(Records provided)
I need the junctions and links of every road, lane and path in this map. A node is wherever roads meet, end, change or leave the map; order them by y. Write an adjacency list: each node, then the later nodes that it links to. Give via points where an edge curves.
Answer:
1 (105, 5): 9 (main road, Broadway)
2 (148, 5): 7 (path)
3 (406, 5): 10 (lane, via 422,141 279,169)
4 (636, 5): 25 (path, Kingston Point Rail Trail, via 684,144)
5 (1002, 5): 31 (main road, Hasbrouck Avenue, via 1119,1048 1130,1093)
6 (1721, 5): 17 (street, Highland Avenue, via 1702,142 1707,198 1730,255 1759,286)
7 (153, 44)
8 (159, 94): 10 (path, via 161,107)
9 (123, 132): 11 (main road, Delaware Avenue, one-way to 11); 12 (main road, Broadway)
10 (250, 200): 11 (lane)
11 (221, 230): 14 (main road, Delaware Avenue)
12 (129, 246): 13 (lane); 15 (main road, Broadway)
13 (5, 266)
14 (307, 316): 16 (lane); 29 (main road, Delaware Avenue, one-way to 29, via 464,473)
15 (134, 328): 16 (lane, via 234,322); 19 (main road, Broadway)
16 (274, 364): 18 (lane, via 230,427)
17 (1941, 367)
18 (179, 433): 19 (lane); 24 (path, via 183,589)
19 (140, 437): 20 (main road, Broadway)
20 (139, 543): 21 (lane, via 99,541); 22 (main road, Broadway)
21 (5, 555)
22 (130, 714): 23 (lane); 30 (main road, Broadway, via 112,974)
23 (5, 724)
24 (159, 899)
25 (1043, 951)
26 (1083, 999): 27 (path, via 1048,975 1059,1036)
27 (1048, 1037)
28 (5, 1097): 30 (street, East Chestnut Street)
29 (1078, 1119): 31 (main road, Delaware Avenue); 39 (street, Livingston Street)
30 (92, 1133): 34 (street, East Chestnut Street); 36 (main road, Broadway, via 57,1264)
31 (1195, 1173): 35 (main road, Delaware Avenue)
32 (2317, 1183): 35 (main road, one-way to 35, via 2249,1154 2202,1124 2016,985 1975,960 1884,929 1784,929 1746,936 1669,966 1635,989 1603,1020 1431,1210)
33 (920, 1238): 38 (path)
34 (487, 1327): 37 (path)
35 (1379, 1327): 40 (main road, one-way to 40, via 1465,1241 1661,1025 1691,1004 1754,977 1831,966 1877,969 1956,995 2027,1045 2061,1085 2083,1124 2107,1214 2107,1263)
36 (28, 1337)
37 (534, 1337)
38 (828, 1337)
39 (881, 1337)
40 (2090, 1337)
(End Records provided)
◆ Your task
Set the entries down again precisely as they were given.

◆ Solution below
I need the junctions and links of every road, lane and path in this map. A node is wherever roads meet, end, change or leave the map; order them by y. Write an adjacency list: each node, then the later nodes that it links to. Give via points where an edge curves.
Answer:
1 (105, 5): 9 (main road, Broadway)
2 (148, 5): 7 (path)
3 (406, 5): 10 (lane, via 422,141 279,169)
4 (636, 5): 25 (path, Kingston Point Rail Trail, via 684,144)
5 (1002, 5): 31 (main road, Hasbrouck Avenue, via 1119,1048 1130,1093)
6 (1721, 5): 17 (street, Highland Avenue, via 1702,142 1707,198 1730,255 1759,286)
7 (153, 44)
8 (159, 94): 10 (path, via 161,107)
9 (123, 132): 11 (main road, Delaware Avenue, one-way to 11); 12 (main road, Broadway)
10 (250, 200): 11 (lane)
11 (221, 230): 14 (main road, Delaware Avenue)
12 (129, 246): 13 (lane); 15 (main road, Broadway)
13 (5, 266)
14 (307, 316): 16 (lane); 29 (main road, Delaware Avenue, one-way to 29, via 464,473)
15 (134, 328): 16 (lane, via 234,322); 19 (main road, Broadway)
16 (274, 364): 18 (lane, via 230,427)
17 (1941, 367)
18 (179, 433): 19 (lane); 24 (path, via 183,589)
19 (140, 437): 20 (main road, Broadway)
20 (139, 543): 21 (lane, via 99,541); 22 (main road, Broadway)
21 (5, 555)
22 (130, 714): 23 (lane); 30 (main road, Broadway, via 112,974)
23 (5, 724)
24 (159, 899)
25 (1043, 951)
26 (1083, 999): 27 (path, via 1048,975 1059,1036)
27 (1048, 1037)
28 (5, 1097): 30 (street, East Chestnut Street)
29 (1078, 1119): 31 (main road, Delaware Avenue); 39 (street, Livingston Street)
30 (92, 1133): 34 (street, East Chestnut Street); 36 (main road, Broadway, via 57,1264)
31 (1195, 1173): 35 (main road, Delaware Avenue)
32 (2317, 1183): 35 (main road, one-way to 35, via 2249,1154 2202,1124 2016,985 1975,960 1884,929 1784,929 1746,936 1669,966 1635,989 1603,1020 1431,1210)
33 (920, 1238): 38 (path)
34 (487, 1327): 37 (path)
35 (1379, 1327): 40 (main road, one-way to 40, via 1465,1241 1661,1025 1691,1004 1754,977 1831,966 1877,969 1956,995 2027,1045 2061,1085 2083,1124 2107,1214 2107,1263)
36 (28, 1337)
37 (534, 1337)
38 (828, 1337)
39 (881, 1337)
40 (2090, 1337)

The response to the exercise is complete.